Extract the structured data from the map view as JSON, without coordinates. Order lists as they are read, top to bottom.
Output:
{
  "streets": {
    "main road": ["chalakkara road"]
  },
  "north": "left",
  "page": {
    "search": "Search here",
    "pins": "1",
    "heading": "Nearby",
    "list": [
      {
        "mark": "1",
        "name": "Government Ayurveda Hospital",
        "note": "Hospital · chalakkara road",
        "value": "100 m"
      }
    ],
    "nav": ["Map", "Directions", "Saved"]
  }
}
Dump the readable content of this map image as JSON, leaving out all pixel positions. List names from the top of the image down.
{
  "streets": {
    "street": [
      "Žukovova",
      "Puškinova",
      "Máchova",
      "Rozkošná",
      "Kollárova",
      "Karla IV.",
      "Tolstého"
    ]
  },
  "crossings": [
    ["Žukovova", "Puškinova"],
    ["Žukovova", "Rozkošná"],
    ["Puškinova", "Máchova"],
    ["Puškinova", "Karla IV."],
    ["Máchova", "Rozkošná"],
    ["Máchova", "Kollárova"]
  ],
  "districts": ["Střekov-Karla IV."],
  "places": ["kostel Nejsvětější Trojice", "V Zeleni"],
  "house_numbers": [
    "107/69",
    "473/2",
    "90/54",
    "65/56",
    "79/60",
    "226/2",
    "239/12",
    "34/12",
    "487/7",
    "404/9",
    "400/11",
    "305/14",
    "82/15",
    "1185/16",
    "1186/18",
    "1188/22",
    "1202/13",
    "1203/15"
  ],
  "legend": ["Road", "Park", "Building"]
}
* * *
◆ WHAT TO DO: The whole listing must be reproduced exactly. Do not skip a line.

◆ ANSWER TO THIS PROBLEM:
Extract the structured data from the map view as JSON, without coordinates. Order lists as they are read, top to bottom.
Output:
{
  "streets": {
    "main road": ["chalakkara road"]
  },
  "north": "left",
  "page": {
    "search": "Search here",
    "pins": "1",
    "heading": "Nearby",
    "list": [
      {
        "mark": "1",
        "name": "Government Ayurveda Hospital",
        "note": "Hospital · chalakkara road",
        "value": "100 m"
      }
    ],
    "nav": ["Map", "Directions", "Saved"]
  }
}
Dump the readable content of this map image as JSON, leaving out all pixel positions. List names from the top of the image down.
{
  "streets": {
    "street": [
      "Žukovova",
      "Puškinova",
      "Máchova",
      "Rozkošná",
      "Kollárova",
      "Karla IV.",
      "Tolstého"
    ]
  },
  "crossings": [
    ["Žukovova", "Puškinova"],
    ["Žukovova", "Rozkošná"],
    ["Puškinova", "Máchova"],
    ["Puškinova", "Karla IV."],
    ["Máchova", "Rozkošná"],
    ["Máchova", "Kollárova"]
  ],
  "districts": ["Střekov-Karla IV."],
  "places": ["kostel Nejsvětější Trojice", "V Zeleni"],
  "house_numbers": [
    "107/69",
    "473/2",
    "90/54",
    "65/56",
    "79/60",
    "226/2",
    "239/12",
    "34/12",
    "487/7",
    "404/9",
    "400/11",
    "305/14",
    "82/15",
    "1185/16",
    "1186/18",
    "1188/22",
    "1202/13",
    "1203/15"
  ],
  "legend": ["Road", "Park", "Building"]
}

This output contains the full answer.